**Task statement**
Restate every record that follows, keeping it exact.

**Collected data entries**
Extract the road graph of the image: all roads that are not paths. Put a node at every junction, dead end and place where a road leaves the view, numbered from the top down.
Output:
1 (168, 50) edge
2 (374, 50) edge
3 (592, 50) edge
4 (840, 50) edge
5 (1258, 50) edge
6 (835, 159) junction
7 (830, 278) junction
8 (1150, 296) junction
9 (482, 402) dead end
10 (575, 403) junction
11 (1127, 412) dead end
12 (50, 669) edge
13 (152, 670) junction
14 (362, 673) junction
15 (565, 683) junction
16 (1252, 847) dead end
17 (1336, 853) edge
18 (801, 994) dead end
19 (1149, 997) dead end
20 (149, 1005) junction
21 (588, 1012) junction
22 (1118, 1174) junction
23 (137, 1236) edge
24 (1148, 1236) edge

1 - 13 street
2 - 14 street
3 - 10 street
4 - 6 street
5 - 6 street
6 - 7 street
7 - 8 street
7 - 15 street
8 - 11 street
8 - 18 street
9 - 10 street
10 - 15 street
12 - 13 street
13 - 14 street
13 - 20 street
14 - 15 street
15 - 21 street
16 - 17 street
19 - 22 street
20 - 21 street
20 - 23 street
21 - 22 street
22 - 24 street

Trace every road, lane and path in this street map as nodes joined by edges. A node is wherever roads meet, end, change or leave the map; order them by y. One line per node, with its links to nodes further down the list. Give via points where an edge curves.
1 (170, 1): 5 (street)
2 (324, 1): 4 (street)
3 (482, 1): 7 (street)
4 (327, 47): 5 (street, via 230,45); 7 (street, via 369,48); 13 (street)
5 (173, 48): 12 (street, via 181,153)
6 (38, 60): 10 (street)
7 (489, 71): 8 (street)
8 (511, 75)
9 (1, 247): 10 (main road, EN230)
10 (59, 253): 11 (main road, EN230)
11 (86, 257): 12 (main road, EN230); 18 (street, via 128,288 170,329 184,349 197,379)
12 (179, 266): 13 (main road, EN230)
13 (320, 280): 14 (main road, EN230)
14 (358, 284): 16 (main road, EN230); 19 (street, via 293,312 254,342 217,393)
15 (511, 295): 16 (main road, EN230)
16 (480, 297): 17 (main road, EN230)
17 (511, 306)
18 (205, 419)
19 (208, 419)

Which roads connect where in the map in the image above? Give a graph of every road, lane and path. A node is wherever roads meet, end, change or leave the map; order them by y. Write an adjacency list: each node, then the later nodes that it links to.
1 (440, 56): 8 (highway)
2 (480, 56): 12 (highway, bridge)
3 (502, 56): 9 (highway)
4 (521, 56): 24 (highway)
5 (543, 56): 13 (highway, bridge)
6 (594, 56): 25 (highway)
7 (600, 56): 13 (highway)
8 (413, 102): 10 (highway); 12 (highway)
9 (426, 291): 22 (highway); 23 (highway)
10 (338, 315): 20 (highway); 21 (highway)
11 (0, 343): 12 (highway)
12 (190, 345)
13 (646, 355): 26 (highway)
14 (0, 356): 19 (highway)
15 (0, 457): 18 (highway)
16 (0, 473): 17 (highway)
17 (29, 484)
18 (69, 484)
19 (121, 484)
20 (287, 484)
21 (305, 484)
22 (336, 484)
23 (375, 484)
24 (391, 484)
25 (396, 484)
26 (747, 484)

**Answer space**
Extract the road graph of the image: all roads that are not paths. Put a node at every junction, dead end and place where a road leaves the view, numbered from the top down.
Output:
1 (168, 50) edge
2 (374, 50) edge
3 (592, 50) edge
4 (840, 50) edge
5 (1258, 50) edge
6 (835, 159) junction
7 (830, 278) junction
8 (1150, 296) junction
9 (482, 402) dead end
10 (575, 403) junction
11 (1127, 412) dead end
12 (50, 669) edge
13 (152, 670) junction
14 (362, 673) junction
15 (565, 683) junction
16 (1252, 847) dead end
17 (1336, 853) edge
18 (801, 994) dead end
19 (1149, 997) dead end
20 (149, 1005) junction
21 (588, 1012) junction
22 (1118, 1174) junction
23 (137, 1236) edge
24 (1148, 1236) edge

1 - 13 street
2 - 14 street
3 - 10 street
4 - 6 street
5 - 6 street
6 - 7 street
7 - 8 street
7 - 15 street
8 - 11 street
8 - 18 street
9 - 10 street
10 - 15 street
12 - 13 street
13 - 14 street
13 - 20 street
14 - 15 street
15 - 21 street
16 - 17 street
19 - 22 street
20 - 21 street
20 - 23 street
21 - 22 street
22 - 24 street

Trace every road, lane and path in this street map as nodes joined by edges. A node is wherever roads meet, end, change or leave the map; order them by y. One line per node, with its links to nodes further down the list. Give via points where an edge curves.
1 (170, 1): 5 (street)
2 (324, 1): 4 (street)
3 (482, 1): 7 (street)
4 (327, 47): 5 (street, via 230,45); 7 (street, via 369,48); 13 (street)
5 (173, 48): 12 (street, via 181,153)
6 (38, 60): 10 (street)
7 (489, 71): 8 (street)
8 (511, 75)
9 (1, 247): 10 (main road, EN230)
10 (59, 253): 11 (main road, EN230)
11 (86, 257): 12 (main road, EN230); 18 (street, via 128,288 170,329 184,349 197,379)
12 (179, 266): 13 (main road, EN230)
13 (320, 280): 14 (main road, EN230)
14 (358, 284): 16 (main road, EN230); 19 (street, via 293,312 254,342 217,393)
15 (511, 295): 16 (main road, EN230)
16 (480, 297): 17 (main road, EN230)
17 (511, 306)
18 (205, 419)
19 (208, 419)

Which roads connect where in the map in the image above? Give a graph of every road, lane and path. A node is wherever roads meet, end, change or leave the map; order them by y. Write an adjacency list: each node, then the later nodes that it links to.
1 (440, 56): 8 (highway)
2 (480, 56): 12 (highway, bridge)
3 (502, 56): 9 (highway)
4 (521, 56): 24 (highway)
5 (543, 56): 13 (highway, bridge)
6 (594, 56): 25 (highway)
7 (600, 56): 13 (highway)
8 (413, 102): 10 (highway); 12 (highway)
9 (426, 291): 22 (highway); 23 (highway)
10 (338, 315): 20 (highway); 21 (highway)
11 (0, 343): 12 (highway)
12 (190, 345)
13 (646, 355): 26 (highway)
14 (0, 356): 19 (highway)
15 (0, 457): 18 (highway)
16 (0, 473): 17 (highway)
17 (29, 484)
18 (69, 484)
19 (121, 484)
20 (287, 484)
21 (305, 484)
22 (336, 484)
23 (375, 484)
24 (391, 484)
25 (396, 484)
26 (747, 484)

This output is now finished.